In an interview with Hilary Plum, the book review editor for Kenyon Review, he put it best when he said,  “You know when your mom would walk around asking, ‘Where are my glasses?,’ when she was wearing them the whole time? Being a writer is like that, only with sentences, structure, characters.” Glasses on, but—where are my glasses? But the serious part of the metaphor is that I think it’s supposed to be that way. You can see just fine, but you’re blundering around going, Why can’t I see? Part of me feels like it’s because your subconscious gives you only what you can manage at the moment, while retaining the ability to move forward.”

Since Torday is such an experienced writer it is easy to assume that the writing process comes easy to him, that he’s always confident about his work. But he says this is far from the truth. When asked what is the most difficult part of the artistic process for him, he says “Knowing when I’m done, knowing when to stop. I could edit a single sentence a year if I wasn’t careful.”
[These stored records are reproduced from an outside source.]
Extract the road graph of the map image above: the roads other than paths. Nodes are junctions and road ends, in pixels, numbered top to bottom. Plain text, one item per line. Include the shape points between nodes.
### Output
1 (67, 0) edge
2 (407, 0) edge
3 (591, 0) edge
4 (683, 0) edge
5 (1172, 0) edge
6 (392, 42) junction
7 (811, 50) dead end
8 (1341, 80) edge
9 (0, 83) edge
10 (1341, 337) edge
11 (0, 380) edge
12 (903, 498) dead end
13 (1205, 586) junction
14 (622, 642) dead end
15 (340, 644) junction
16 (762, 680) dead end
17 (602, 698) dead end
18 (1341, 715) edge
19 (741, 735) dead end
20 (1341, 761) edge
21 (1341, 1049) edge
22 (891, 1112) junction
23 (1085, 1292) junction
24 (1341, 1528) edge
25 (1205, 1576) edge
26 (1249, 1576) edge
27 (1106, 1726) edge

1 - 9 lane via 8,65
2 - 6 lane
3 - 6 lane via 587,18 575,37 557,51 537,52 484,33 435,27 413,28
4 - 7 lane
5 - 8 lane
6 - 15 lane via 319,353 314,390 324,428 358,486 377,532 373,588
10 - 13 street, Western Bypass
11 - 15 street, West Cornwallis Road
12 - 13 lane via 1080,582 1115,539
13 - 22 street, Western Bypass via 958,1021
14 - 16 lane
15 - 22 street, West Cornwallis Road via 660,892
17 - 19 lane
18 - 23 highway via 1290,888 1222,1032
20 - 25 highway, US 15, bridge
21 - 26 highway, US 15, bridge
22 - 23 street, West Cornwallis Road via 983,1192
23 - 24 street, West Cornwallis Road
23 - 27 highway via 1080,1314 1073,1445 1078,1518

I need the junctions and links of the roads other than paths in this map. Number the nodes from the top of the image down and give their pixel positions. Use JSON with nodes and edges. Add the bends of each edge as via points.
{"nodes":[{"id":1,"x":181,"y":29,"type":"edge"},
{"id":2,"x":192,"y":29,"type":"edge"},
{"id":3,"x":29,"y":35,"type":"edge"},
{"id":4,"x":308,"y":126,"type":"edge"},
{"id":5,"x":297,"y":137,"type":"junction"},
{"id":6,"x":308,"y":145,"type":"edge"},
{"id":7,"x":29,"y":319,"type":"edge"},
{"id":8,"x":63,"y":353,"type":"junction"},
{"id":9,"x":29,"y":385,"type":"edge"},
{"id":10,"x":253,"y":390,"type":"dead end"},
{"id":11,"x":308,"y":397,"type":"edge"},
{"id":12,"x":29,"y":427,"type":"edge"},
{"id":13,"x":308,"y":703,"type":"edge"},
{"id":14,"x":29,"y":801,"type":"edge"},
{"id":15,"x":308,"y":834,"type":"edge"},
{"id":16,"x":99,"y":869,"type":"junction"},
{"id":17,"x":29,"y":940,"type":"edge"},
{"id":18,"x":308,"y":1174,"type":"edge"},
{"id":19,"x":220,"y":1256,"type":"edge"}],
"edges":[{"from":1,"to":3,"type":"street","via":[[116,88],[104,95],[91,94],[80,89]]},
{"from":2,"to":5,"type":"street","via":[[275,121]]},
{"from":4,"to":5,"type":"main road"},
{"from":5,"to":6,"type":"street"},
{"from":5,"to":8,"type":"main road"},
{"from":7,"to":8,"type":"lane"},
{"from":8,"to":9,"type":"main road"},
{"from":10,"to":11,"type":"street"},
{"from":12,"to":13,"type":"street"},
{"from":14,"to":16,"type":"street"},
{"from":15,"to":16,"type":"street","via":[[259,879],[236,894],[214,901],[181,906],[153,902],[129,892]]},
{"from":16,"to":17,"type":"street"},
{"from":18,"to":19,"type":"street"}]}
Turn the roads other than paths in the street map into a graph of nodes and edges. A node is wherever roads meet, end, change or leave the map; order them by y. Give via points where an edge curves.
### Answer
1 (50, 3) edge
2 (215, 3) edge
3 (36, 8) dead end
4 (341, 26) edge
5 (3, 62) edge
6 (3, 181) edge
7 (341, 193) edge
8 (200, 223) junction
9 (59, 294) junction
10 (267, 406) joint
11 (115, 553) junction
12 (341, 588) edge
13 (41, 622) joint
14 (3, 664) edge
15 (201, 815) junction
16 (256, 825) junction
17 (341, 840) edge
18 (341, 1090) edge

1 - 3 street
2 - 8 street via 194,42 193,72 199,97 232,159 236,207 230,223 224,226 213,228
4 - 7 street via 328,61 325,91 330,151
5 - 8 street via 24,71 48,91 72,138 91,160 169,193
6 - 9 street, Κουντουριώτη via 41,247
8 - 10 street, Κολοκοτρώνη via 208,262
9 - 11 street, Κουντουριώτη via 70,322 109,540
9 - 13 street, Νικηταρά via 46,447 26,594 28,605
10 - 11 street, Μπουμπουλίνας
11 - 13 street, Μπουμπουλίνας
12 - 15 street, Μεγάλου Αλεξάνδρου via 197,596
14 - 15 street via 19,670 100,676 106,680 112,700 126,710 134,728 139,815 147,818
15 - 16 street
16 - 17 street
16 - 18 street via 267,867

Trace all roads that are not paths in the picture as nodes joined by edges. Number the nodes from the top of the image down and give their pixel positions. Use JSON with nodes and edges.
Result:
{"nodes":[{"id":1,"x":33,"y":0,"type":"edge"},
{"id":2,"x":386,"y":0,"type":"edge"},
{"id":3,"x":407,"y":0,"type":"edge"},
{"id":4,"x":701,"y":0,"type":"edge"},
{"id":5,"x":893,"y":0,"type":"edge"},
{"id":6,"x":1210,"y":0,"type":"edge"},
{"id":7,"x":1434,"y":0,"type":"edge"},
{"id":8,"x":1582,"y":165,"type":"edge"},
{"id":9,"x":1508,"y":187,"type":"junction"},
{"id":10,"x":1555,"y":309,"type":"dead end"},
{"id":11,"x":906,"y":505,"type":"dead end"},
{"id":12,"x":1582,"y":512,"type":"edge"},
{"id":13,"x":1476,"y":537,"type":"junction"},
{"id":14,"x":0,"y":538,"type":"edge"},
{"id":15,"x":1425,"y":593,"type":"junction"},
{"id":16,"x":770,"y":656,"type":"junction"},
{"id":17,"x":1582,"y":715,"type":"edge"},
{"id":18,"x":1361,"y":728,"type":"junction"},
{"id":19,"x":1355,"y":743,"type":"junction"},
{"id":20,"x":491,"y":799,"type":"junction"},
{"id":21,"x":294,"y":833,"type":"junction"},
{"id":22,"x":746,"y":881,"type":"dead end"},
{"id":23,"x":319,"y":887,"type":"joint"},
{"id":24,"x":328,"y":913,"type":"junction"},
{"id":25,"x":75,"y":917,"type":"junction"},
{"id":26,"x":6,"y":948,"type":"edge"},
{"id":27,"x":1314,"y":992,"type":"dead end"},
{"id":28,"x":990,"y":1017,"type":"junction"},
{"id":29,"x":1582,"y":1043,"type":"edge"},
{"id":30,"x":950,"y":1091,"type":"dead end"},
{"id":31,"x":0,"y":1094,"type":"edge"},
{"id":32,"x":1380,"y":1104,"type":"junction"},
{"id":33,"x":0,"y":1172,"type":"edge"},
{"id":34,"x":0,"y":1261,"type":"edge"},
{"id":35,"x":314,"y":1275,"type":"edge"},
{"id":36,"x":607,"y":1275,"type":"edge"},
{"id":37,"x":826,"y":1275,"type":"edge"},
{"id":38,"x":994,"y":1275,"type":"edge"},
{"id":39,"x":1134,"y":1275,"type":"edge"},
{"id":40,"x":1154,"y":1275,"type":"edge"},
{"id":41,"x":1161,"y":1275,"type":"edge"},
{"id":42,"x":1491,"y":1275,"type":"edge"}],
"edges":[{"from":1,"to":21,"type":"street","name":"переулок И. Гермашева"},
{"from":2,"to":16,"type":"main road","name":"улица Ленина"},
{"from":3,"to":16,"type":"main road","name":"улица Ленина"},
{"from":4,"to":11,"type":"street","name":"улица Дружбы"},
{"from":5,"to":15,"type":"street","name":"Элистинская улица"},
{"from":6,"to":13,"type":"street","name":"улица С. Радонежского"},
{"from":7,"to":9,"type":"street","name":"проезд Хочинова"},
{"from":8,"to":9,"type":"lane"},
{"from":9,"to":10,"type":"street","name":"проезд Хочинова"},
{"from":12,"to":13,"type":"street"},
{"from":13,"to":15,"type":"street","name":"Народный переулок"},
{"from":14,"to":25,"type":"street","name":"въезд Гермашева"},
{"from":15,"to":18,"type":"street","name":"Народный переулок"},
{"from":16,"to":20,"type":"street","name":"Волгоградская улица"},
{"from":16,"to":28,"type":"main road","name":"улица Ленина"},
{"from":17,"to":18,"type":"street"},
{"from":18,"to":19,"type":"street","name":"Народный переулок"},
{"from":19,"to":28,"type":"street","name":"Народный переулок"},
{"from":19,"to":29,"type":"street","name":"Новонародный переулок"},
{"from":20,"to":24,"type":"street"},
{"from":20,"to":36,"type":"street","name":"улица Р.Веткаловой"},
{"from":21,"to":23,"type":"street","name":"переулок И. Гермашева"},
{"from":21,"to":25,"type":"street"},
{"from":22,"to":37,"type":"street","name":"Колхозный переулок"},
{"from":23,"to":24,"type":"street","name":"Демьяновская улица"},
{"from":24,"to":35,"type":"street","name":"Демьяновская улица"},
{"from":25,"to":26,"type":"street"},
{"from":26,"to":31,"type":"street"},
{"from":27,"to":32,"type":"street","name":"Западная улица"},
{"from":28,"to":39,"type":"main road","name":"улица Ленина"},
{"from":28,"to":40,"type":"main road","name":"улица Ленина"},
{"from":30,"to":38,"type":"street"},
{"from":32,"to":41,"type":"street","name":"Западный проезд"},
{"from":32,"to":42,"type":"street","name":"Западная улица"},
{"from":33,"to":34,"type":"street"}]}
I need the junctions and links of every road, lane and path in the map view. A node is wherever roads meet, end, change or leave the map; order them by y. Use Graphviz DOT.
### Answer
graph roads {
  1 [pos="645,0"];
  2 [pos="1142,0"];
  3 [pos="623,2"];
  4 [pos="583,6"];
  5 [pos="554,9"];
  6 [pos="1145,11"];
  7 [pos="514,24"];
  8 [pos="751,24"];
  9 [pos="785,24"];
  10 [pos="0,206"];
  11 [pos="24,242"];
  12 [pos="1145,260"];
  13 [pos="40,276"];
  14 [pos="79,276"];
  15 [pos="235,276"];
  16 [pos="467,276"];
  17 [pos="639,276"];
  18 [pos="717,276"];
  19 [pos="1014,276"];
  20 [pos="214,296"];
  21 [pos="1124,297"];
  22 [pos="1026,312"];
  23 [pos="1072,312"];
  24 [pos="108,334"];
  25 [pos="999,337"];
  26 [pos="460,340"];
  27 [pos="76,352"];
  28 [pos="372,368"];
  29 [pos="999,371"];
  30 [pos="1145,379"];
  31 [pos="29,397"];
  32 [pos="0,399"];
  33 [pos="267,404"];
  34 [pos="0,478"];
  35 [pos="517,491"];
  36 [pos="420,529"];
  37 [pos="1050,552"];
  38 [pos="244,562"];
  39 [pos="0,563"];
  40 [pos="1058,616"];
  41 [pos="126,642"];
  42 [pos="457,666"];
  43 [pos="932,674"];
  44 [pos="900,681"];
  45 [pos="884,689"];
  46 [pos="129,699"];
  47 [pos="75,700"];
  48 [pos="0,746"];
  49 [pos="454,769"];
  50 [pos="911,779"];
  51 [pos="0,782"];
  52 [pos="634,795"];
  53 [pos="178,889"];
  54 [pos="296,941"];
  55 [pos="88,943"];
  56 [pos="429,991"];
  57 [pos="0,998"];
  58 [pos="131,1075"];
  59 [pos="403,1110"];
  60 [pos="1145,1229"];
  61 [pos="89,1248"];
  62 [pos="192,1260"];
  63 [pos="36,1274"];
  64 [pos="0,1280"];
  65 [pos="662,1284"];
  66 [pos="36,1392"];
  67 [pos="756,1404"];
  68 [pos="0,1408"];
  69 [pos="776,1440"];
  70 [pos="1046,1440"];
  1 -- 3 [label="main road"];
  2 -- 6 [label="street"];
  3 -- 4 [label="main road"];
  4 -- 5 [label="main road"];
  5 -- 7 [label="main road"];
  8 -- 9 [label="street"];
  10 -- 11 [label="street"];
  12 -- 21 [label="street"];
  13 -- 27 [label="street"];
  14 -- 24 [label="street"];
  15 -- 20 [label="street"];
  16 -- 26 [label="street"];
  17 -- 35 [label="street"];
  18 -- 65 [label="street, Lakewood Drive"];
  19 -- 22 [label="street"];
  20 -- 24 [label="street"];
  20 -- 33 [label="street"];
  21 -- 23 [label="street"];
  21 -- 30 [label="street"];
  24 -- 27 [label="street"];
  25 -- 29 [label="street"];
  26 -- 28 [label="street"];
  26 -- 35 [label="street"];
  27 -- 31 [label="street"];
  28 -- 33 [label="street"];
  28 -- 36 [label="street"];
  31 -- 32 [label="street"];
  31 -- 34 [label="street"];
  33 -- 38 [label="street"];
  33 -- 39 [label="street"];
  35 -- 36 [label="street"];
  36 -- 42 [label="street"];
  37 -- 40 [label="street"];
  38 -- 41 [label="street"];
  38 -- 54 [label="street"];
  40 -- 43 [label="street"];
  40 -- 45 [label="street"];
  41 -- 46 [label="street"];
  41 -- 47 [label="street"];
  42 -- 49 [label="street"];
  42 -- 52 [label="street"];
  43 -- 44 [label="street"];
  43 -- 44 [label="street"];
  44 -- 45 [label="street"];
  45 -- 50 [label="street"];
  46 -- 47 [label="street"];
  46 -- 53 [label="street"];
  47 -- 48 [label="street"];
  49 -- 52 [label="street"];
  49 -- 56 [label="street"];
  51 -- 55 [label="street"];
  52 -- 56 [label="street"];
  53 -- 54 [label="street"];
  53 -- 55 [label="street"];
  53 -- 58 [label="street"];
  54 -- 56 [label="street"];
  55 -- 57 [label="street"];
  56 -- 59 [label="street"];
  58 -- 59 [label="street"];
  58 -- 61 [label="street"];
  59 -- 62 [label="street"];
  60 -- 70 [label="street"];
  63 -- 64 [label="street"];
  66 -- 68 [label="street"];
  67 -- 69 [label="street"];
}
These are comforting words to budding writers who often feel like their work is never good enough. If even the best writers feel the same way sometimes, what does that say about your own work? Trust yourself, and trust the process.

The best thing you can do to become a better writer is something you most likely do all the time anyway. When asked what his advice would be to a writer just starting out, Torday replied: “Read, read, read, read, read, read, read.”